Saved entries
....

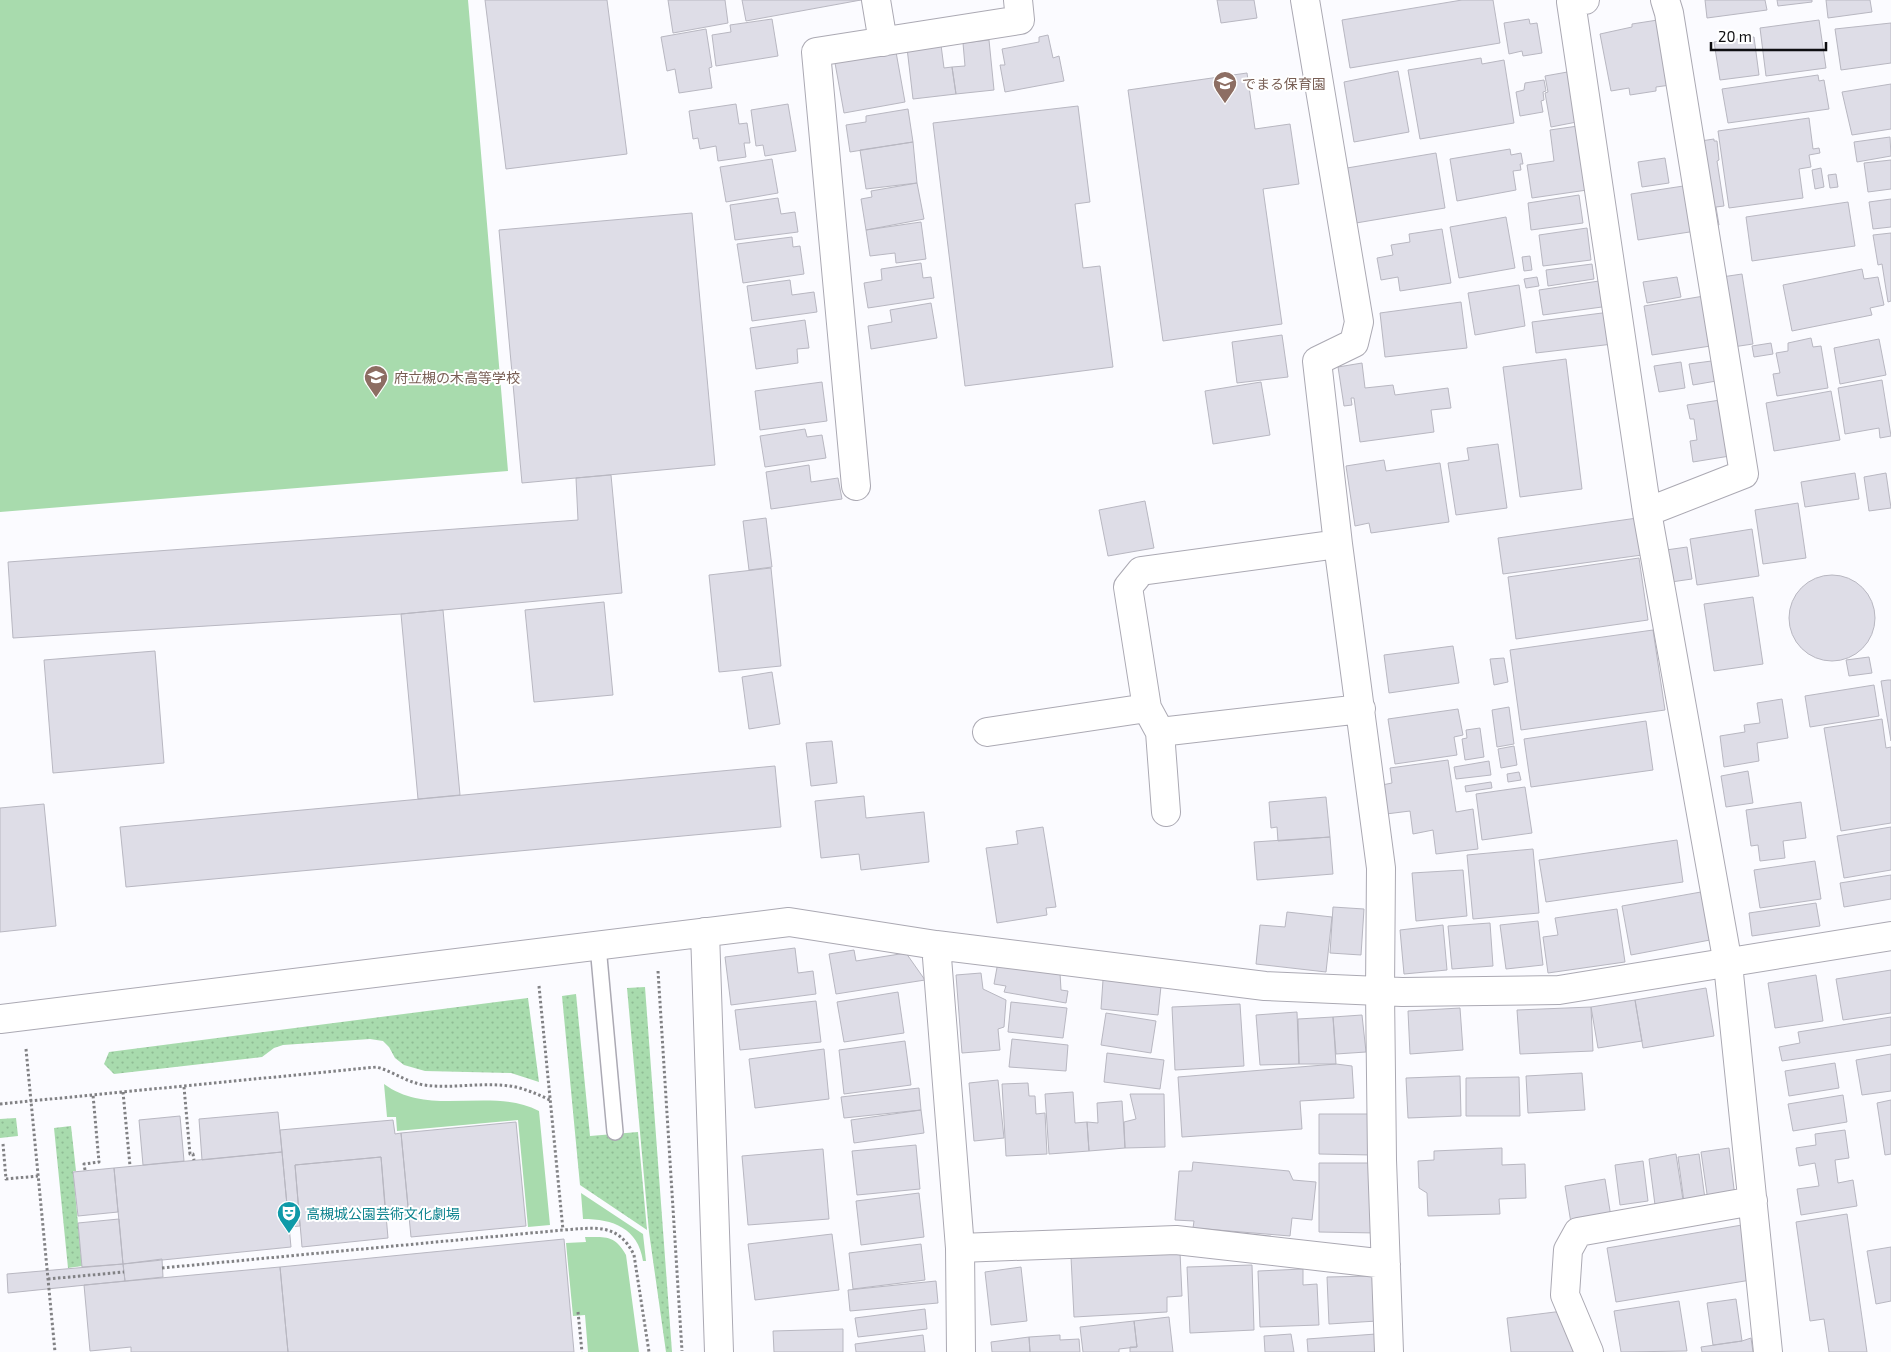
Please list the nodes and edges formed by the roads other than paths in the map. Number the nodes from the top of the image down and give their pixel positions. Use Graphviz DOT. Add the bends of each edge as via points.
graph roads {
  1 [pos="876,0"];
  2 [pos="1018,0"];
  3 [pos="1305,0"];
  4 [pos="1585,0"];
  5 [pos="1665,0"];
  6 [pos="883,42"];
  7 [pos="856,486"];
  8 [pos="1646,512"];
  9 [pos="1338,544"];
  10 [pos="1147,708"];
  11 [pos="1361,709"];
  12 [pos="987,732"];
  13 [pos="1160,732"];
  14 [pos="1166,812"];
  15 [pos="706,932"];
  16 [pos="1891,936"];
  17 [pos="936,945"];
  18 [pos="598,946"];
  19 [pos="1728,964"];
  20 [pos="1380,990"];
  21 [pos="0,1019"];
  22 [pos="615,1132"];
  23 [pos="1752,1201"];
  24 [pos="960,1248"];
  25 [pos="1386,1264"];
  26 [pos="719,1352"];
  27 [pos="961,1352"];
  28 [pos="1389,1352"];
  29 [pos="1589,1352"];
  30 [pos="1768,1352"];
  1 -- 6 [label="street"];
  2 -- 6 [label="street" via="1020,20"];
  3 -- 9 [label="street" via="1359,322 1354,343 1317,361"];
  4 -- 8 [label="street" via="1571,2"];
  5 -- 8 [label="street" via="1744,474"];
  6 -- 7 [label="street" via="816,52"];
  8 -- 19 [label="street"];
  9 -- 10 [label="street" via="1141,571 1128,587"];
  9 -- 11 [label="street"];
  10 -- 12 [label="street"];
  10 -- 13 [label="street"];
  11 -- 13 [label="street"];
  11 -- 20 [label="street" via="1381,868"];
  13 -- 14 [label="street"];
  15 -- 17 [label="street" via="789,922"];
  15 -- 18 [label="street"];
  15 -- 26 [label="street"];
  16 -- 19 [label="street"];
  17 -- 20 [label="street" via="1265,986"];
  17 -- 24 [label="street"];
  18 -- 21 [label="street"];
  18 -- 22 [label="lane"];
  19 -- 20 [label="street" via="1559,990"];
  19 -- 23 [label="street"];
  20 -- 25 [label="street"];
  23 -- 29 [label="street" via="1578,1232 1568,1250 1565,1295"];
  23 -- 30 [label="street"];
  24 -- 25 [label="street" via="1176,1240"];
  24 -- 27 [label="street"];
  25 -- 28 [label="street"];
}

....

## Required action
Lines holding the string "roads" must be copied out of the entries above.

## Output for this task
Please list the nodes and edges formed by the roads other than paths in the map. Number the nodes from the top of the image down and give their pixel positions. Use Graphviz DOT. Add the bends of each edge as via points.
graph roads {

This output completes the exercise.